Searching for a body in trance
SUPERSENSE
DANCE
I hunger for you ★★★½
Kimberly Bartosik/daela
Medium ★★★★★
Rianto
Kimberly Bartosik’s I hunger for you maintains house lights throughout: the beginning and the end of the performance are marked, rather, by the introduction and cessation of sound, a deep industrial rustling.
This is perhaps to evoke the social situations in which people enter states of trance with an informal audience present: most obviously, but not solely, the direct experience of God as cultivated in the revivalist evangelical tradition.
Two, then four, then five dancers slowly break out of the cantilevered, controlled weight shifts of ballet until all the weight of their bodies seems to somehow collect in their hands and wrists. A dance of supplication ensues, with heavy arms raised to the sky, extended to the ground, and to each other.
Exactly halfway through, a girl from the audience walks on stage to observe closer. Such transfers of attention repeat, aided by the magnificently subtle lighting design, which keeps us co-present to one another.
I hunger for you by Kimberly Bartosik/daela.Credit:Chelsea King
Soon after, the dancers’ weight shifts to the chest and torso, creating a stiffness which does not relent until the end. Their reaching for one another loses its outward vector and becomes a contained, frustrated grind.
Rianto performs Medium.Credit:Chelsea King
Bartosik, who hails from a family of North Carolina evangelicals, posits her dancers in front of the never-hidden audience as a kind of question – to which the answer is, by the show’s end, doubt. There is an echo here not only of frustrated 6am dance floors, but of a whole era of political chasms and broken dialogue. I hunger for you. You hunger for me. But …
A very similar search for a body in trance animates Medium by Japan-based Indonesian dancer and choreographer Rianto, but drawing on a very different body inheritance and with a vastly different result. At the core of the choreography is the classical Javanese song (telutur or tembang) and percussion-based music (performed by musician and dancer, and Rianto’s former schoolmate, Cahwati), which guides the solo dancer’s moves.

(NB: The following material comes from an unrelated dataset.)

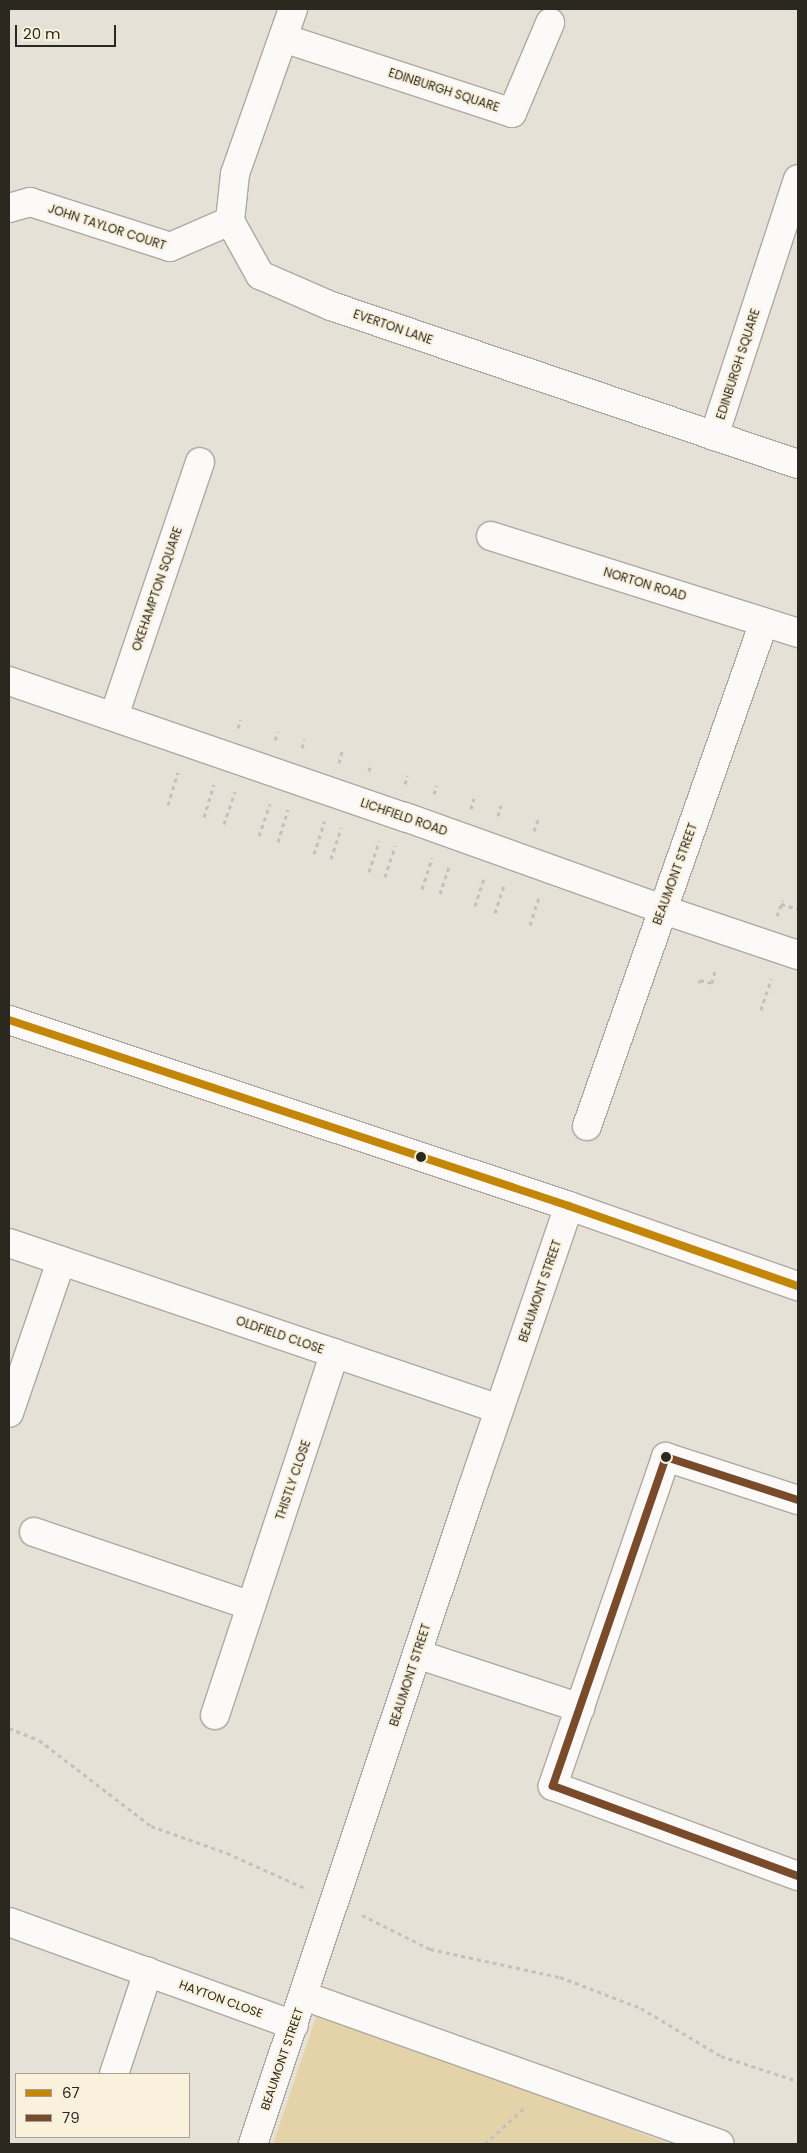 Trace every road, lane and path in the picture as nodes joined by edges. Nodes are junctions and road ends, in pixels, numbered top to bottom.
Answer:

Rianto, trained in both classical Javanese dance and lengger – a cross-gender folk dance from their native Banyumas – brings his exquisitely controlled physique to explore two languages: a feminine movement of wrists, elbows, ankles; and a much squarer vocabulary of shoulders, knees, neck.
The two blend with humorous excursions into animalistic movement and sound, and occasionally Cahwati joins in the dance as a guide, or a motherly figure.
Everything about this piece is humble, yet virtuosic; from the simplicity of the concept, to the easy friendship that permeates the exchange between these two brilliant artists. Though we could not read all the nuances of the performance, it moved us to a standing ovation nonetheless.